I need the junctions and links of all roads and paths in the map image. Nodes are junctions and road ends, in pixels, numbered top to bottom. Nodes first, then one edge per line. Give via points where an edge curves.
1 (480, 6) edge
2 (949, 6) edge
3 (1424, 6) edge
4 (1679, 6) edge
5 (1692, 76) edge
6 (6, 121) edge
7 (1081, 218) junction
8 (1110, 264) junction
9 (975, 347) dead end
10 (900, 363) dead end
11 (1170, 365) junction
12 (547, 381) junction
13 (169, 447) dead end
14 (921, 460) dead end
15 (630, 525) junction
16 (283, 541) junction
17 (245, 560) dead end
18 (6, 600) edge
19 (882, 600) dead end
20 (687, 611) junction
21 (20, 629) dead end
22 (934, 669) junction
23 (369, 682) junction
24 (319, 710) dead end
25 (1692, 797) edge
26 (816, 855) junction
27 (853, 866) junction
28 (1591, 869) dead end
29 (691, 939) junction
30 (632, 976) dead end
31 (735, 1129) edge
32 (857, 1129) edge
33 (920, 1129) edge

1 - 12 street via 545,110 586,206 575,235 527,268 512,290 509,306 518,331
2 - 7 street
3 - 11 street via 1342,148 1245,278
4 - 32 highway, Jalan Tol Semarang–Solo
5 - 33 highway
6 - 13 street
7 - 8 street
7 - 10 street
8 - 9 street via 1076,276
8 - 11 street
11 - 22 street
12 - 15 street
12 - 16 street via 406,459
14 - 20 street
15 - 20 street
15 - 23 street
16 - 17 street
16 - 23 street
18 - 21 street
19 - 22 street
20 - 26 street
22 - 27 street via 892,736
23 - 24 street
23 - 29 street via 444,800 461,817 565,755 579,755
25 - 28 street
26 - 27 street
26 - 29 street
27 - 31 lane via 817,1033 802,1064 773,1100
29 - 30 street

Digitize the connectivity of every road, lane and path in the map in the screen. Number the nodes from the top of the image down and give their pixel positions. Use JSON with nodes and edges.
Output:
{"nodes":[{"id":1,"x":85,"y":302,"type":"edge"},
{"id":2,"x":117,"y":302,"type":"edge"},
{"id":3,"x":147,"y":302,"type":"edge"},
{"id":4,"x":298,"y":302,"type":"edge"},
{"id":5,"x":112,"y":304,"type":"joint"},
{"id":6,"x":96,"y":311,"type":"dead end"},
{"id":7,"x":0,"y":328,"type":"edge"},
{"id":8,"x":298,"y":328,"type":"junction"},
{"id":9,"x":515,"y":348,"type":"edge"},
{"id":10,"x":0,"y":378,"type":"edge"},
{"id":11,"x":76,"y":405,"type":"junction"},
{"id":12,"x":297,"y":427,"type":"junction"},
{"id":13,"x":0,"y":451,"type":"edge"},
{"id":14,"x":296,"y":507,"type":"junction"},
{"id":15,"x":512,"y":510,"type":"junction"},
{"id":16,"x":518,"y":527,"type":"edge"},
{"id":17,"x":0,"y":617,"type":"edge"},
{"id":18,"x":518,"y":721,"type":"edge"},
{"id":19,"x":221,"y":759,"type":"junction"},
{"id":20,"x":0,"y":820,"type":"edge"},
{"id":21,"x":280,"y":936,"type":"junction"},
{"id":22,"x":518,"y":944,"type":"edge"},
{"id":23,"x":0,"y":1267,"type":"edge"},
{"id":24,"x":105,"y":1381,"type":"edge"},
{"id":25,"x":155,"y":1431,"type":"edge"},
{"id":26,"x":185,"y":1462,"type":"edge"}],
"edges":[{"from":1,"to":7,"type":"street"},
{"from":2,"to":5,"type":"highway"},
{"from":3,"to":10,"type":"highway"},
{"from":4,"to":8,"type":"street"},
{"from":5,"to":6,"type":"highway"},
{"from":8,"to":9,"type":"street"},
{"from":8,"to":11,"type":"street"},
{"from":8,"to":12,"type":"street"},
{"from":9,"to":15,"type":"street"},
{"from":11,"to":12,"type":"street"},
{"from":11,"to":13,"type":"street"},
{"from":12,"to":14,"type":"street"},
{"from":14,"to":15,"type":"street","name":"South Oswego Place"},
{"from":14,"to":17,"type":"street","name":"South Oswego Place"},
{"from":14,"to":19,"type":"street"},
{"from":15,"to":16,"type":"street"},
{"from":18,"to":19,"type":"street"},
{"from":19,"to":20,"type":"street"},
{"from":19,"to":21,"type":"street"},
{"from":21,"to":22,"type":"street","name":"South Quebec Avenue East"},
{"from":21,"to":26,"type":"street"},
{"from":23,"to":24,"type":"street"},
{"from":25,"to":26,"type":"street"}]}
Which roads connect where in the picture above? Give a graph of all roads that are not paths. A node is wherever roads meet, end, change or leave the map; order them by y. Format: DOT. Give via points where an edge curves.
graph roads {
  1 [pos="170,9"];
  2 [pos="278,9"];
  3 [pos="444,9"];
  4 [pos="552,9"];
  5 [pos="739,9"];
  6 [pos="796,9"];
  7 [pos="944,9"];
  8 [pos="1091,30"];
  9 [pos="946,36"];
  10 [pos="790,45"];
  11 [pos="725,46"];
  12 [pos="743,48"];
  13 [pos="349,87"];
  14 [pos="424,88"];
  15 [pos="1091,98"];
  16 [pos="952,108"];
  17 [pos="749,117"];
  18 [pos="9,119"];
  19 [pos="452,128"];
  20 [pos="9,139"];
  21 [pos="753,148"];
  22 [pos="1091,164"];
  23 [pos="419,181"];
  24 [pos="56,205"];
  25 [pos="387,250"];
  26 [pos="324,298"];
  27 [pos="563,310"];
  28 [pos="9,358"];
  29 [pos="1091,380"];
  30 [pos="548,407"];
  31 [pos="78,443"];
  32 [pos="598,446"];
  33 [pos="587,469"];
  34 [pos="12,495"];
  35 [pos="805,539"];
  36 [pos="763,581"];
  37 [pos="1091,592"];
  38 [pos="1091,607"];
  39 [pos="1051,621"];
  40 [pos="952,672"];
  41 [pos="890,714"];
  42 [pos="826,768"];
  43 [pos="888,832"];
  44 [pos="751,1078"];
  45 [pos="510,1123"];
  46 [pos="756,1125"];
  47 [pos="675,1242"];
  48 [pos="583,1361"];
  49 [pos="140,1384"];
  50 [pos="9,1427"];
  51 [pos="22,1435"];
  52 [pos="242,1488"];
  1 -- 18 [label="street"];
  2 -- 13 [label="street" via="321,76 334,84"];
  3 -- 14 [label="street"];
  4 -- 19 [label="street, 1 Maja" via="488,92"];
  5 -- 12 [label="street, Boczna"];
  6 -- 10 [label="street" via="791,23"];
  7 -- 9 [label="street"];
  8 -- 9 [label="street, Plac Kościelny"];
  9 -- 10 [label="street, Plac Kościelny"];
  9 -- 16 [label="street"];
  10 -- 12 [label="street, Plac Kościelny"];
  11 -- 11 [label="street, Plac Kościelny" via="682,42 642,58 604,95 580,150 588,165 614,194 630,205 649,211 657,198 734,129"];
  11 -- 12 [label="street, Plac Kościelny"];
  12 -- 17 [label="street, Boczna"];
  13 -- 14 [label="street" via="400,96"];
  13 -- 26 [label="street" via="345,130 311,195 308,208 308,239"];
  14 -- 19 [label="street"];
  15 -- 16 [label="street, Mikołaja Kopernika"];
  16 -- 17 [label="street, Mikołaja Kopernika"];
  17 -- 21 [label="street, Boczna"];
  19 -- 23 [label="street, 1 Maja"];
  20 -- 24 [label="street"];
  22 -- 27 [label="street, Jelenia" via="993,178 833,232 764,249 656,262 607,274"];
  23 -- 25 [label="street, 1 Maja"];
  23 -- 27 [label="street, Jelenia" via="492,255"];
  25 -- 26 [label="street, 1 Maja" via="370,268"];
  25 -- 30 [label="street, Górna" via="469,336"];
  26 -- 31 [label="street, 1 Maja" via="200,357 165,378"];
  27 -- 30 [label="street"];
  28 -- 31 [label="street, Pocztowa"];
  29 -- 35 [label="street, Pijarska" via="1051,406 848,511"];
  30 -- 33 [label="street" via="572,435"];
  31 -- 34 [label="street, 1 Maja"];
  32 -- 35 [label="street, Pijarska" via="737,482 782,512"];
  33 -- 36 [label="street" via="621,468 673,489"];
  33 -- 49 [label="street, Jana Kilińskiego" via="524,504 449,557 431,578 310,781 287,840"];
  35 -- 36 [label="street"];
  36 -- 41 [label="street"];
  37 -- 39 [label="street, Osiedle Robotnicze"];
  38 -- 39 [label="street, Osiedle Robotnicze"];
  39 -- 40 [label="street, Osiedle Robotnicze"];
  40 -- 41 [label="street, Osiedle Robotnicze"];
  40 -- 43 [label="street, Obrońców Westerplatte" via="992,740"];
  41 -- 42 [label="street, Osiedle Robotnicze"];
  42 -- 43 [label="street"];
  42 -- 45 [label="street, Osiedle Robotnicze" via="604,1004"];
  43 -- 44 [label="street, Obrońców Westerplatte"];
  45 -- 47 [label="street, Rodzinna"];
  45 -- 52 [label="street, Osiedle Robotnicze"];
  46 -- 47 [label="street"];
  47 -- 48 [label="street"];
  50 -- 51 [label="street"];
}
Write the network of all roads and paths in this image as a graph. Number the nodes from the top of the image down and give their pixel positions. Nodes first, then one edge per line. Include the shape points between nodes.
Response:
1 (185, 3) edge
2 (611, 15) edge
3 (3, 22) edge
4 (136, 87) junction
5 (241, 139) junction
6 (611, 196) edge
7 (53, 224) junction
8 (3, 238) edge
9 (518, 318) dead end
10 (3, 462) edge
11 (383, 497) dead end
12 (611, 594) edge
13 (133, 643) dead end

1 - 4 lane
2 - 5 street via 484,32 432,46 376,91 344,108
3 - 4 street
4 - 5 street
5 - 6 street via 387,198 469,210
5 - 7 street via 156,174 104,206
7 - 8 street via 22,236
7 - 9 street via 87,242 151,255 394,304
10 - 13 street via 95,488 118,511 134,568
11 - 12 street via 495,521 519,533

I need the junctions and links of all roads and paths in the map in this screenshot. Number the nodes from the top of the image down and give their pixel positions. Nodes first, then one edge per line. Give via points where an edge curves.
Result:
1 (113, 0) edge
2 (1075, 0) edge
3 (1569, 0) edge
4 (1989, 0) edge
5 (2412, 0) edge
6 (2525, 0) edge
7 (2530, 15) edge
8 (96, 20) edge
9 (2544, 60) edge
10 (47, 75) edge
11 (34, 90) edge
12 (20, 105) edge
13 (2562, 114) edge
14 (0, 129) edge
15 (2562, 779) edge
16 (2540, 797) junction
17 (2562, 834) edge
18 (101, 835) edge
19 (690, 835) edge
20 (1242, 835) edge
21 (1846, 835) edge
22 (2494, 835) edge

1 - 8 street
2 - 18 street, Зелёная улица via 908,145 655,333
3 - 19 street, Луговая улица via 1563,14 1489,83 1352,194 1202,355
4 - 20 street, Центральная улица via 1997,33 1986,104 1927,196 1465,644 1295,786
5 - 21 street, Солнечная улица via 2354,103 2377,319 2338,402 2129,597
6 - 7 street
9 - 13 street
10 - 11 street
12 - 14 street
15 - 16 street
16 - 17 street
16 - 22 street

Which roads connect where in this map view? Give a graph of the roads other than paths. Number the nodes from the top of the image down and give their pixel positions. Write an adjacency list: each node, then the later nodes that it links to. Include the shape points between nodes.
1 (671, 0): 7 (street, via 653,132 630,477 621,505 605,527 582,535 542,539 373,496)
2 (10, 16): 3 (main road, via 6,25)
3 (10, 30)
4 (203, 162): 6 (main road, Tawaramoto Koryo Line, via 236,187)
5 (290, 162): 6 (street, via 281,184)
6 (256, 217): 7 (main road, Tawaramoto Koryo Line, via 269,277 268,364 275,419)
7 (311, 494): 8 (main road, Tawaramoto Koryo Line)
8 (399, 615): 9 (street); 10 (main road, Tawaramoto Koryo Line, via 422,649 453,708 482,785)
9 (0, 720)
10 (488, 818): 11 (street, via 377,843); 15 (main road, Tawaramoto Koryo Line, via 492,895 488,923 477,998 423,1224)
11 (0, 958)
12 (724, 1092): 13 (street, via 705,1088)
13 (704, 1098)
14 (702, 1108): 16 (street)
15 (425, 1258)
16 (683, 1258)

_REQUIRED WORK_:
For this task, copy every line of the material in which "Pijarska" appears.

_EXERCISE RESULT_:
  29 -- 35 [label="street, Pijarska" via="1051,406 848,511"];
  32 -- 35 [label="street, Pijarska" via="737,482 782,512"];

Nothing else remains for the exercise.